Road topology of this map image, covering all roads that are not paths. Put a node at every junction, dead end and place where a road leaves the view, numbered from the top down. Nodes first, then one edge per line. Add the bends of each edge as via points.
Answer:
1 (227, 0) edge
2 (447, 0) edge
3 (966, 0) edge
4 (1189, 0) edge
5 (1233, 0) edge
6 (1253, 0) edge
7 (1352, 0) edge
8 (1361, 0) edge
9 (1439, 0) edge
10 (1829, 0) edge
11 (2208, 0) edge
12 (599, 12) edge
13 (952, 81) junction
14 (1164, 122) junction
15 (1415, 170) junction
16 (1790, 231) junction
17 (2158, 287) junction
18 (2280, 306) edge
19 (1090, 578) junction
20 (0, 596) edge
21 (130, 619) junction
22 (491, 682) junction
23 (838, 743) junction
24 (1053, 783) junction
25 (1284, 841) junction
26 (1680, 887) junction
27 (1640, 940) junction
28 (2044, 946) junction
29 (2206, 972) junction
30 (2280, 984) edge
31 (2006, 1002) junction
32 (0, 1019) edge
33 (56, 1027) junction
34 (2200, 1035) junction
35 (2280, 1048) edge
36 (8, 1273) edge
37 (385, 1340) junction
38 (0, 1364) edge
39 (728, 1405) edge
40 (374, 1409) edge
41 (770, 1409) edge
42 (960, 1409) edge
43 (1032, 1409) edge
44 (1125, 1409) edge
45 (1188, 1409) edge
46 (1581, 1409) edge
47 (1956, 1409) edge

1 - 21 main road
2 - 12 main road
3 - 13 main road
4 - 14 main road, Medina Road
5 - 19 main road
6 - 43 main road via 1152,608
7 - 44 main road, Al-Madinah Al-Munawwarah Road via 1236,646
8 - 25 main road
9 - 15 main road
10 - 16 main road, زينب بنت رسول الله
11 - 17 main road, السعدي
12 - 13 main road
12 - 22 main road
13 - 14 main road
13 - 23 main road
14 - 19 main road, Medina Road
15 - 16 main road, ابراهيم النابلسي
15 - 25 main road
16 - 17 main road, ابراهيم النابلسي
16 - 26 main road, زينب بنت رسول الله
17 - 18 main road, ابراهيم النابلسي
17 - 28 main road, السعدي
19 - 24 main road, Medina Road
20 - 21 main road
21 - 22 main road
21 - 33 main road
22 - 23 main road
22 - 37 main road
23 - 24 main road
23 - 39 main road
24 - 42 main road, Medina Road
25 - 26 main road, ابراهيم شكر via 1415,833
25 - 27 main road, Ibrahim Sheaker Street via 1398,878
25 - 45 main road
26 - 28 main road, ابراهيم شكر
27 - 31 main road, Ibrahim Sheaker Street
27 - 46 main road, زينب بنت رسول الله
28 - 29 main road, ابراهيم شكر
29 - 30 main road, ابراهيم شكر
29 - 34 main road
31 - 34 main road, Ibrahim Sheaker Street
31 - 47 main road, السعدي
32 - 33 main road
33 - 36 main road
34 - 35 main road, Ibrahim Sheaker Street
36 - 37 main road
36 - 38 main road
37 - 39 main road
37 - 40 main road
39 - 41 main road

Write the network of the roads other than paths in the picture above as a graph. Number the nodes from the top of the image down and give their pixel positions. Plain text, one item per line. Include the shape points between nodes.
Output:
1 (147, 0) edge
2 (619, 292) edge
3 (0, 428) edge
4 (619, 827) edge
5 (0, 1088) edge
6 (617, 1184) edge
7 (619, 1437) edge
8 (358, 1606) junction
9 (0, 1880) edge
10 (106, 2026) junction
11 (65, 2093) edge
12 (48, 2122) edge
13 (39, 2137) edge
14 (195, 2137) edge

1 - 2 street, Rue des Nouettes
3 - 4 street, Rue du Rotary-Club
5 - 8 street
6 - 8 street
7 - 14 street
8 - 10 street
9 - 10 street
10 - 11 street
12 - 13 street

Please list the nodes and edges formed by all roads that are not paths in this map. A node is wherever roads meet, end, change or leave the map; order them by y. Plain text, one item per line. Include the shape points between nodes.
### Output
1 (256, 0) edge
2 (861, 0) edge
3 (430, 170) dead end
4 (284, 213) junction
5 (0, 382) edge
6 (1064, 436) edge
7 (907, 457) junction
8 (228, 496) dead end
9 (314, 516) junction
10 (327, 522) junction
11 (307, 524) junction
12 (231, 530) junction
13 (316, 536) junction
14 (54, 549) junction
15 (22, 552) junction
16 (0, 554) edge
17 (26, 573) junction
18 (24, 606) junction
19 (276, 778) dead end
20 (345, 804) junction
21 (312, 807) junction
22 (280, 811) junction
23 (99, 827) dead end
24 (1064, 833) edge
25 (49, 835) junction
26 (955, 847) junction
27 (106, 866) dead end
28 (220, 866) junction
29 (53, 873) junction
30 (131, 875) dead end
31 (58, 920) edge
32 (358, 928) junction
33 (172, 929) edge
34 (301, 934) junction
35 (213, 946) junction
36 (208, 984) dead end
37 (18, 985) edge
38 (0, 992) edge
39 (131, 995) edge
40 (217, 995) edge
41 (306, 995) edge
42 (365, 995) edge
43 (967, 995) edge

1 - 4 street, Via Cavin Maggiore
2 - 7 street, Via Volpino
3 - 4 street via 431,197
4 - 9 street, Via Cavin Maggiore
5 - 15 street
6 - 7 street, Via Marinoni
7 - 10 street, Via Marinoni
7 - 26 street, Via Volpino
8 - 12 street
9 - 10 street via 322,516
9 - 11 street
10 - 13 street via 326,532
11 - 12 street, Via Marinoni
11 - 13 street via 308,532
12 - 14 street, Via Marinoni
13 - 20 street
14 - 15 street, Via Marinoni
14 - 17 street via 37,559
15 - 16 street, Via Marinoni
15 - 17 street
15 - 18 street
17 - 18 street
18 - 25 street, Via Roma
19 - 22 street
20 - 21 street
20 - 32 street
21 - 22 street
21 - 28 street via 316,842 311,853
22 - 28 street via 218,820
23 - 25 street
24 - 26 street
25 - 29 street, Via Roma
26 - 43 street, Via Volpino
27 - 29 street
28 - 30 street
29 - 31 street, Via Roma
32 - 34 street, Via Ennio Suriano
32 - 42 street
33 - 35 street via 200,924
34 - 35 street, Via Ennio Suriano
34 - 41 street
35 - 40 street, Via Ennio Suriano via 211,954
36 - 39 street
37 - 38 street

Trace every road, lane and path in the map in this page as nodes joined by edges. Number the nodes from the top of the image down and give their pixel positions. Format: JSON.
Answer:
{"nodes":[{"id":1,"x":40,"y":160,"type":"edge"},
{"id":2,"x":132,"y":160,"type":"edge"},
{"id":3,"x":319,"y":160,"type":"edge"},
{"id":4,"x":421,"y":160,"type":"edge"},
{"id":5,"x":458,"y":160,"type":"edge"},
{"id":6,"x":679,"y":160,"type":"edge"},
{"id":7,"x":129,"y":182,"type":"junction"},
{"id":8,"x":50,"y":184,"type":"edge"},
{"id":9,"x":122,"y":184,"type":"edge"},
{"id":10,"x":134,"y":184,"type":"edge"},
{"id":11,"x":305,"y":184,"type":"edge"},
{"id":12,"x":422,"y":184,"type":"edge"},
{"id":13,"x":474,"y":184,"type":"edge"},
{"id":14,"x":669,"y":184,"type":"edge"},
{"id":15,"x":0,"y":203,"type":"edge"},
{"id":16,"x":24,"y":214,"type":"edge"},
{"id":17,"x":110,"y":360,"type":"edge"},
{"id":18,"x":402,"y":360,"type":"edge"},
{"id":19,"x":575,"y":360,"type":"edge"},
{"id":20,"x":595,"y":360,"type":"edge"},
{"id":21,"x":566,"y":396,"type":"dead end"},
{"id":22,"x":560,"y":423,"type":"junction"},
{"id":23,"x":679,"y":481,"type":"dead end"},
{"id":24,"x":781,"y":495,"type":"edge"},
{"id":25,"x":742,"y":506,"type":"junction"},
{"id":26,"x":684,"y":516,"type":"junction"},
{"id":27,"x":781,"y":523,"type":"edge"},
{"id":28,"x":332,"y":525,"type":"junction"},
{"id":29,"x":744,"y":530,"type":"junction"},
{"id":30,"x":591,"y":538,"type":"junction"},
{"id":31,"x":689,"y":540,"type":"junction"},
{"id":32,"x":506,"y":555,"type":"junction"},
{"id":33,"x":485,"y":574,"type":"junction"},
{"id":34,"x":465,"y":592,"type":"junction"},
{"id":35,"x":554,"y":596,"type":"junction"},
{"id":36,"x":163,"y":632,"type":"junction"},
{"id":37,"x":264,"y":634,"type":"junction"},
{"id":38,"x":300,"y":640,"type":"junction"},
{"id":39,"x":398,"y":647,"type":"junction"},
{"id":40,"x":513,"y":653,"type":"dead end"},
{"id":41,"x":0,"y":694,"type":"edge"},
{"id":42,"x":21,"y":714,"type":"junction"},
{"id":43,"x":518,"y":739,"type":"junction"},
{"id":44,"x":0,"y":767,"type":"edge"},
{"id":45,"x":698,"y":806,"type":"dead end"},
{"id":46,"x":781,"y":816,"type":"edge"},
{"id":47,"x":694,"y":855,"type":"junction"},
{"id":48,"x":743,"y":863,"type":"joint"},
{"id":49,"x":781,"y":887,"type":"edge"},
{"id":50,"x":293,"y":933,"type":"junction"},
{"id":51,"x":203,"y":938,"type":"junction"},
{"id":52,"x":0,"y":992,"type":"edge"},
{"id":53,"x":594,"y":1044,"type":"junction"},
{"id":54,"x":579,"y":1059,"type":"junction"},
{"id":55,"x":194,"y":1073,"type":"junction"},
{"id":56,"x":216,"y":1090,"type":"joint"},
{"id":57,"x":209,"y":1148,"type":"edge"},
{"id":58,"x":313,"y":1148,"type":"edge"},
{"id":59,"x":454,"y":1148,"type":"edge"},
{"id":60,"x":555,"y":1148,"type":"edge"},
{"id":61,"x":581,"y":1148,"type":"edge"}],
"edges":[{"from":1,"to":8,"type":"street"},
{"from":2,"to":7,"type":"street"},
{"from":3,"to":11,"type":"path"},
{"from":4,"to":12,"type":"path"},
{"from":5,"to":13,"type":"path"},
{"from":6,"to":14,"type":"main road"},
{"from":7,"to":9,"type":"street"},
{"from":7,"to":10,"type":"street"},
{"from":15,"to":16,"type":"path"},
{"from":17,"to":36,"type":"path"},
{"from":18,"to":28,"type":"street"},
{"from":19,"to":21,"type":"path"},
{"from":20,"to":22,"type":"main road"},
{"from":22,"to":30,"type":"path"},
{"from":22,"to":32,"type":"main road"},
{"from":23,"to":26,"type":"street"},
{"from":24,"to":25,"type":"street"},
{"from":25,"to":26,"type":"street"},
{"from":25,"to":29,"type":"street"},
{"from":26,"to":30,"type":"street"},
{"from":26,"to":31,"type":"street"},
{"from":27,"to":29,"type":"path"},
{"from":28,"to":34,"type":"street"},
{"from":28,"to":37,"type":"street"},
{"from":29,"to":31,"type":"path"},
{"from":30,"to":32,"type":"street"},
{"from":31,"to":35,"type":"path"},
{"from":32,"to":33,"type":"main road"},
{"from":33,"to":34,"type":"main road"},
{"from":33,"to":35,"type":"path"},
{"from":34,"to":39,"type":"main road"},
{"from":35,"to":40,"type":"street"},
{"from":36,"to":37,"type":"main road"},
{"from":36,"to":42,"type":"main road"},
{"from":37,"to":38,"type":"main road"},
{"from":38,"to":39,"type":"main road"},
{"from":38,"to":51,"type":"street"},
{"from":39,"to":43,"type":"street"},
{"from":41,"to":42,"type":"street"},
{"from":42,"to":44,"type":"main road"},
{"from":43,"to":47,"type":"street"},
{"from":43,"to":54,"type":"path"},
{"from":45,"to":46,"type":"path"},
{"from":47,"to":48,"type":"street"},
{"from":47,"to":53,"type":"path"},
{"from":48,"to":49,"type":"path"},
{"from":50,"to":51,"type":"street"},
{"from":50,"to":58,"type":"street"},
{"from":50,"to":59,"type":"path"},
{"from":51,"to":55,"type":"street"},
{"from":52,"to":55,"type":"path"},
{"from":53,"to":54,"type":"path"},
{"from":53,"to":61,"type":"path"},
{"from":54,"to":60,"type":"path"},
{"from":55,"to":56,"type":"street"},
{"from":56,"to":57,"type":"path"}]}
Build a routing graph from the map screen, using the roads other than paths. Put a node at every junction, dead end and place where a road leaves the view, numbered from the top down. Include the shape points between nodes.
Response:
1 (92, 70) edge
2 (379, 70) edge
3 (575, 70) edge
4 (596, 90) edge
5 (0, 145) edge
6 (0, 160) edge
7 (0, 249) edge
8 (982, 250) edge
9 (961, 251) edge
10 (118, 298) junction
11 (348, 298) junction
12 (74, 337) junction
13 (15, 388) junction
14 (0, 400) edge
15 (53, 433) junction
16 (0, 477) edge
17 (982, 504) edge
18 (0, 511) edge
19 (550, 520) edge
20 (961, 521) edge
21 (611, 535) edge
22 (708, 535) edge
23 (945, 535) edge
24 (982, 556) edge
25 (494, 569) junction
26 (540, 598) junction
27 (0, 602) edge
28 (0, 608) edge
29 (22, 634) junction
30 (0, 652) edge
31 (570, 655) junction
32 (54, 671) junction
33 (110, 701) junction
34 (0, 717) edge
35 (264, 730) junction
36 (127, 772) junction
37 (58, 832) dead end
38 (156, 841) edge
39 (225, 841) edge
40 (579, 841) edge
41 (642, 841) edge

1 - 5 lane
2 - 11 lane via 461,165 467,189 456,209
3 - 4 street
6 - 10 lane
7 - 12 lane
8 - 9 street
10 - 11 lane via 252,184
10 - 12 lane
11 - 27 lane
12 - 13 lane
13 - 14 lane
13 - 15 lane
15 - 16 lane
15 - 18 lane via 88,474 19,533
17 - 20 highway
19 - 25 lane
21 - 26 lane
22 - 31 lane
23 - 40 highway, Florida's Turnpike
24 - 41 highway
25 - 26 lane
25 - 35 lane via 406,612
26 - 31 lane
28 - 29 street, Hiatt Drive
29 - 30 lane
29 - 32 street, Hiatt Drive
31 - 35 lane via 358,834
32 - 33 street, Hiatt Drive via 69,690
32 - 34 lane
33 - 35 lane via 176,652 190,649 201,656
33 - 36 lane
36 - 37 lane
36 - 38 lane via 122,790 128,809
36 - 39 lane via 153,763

• • • • •

YOUR ASSIGNMENT: Show all lines above containing "that".

WRITTEN REPLY:
Road topology of this map image, covering all roads that are not paths. Put a node at every junction, dead end and place where a road leaves the view, numbered from the top down. Nodes first, then one edge per line. Add the bends of each edge as via points.
Please list the nodes and edges formed by all roads that are not paths in this map. A node is wherever roads meet, end, change or leave the map; order them by y. Plain text, one item per line. Include the shape points between nodes.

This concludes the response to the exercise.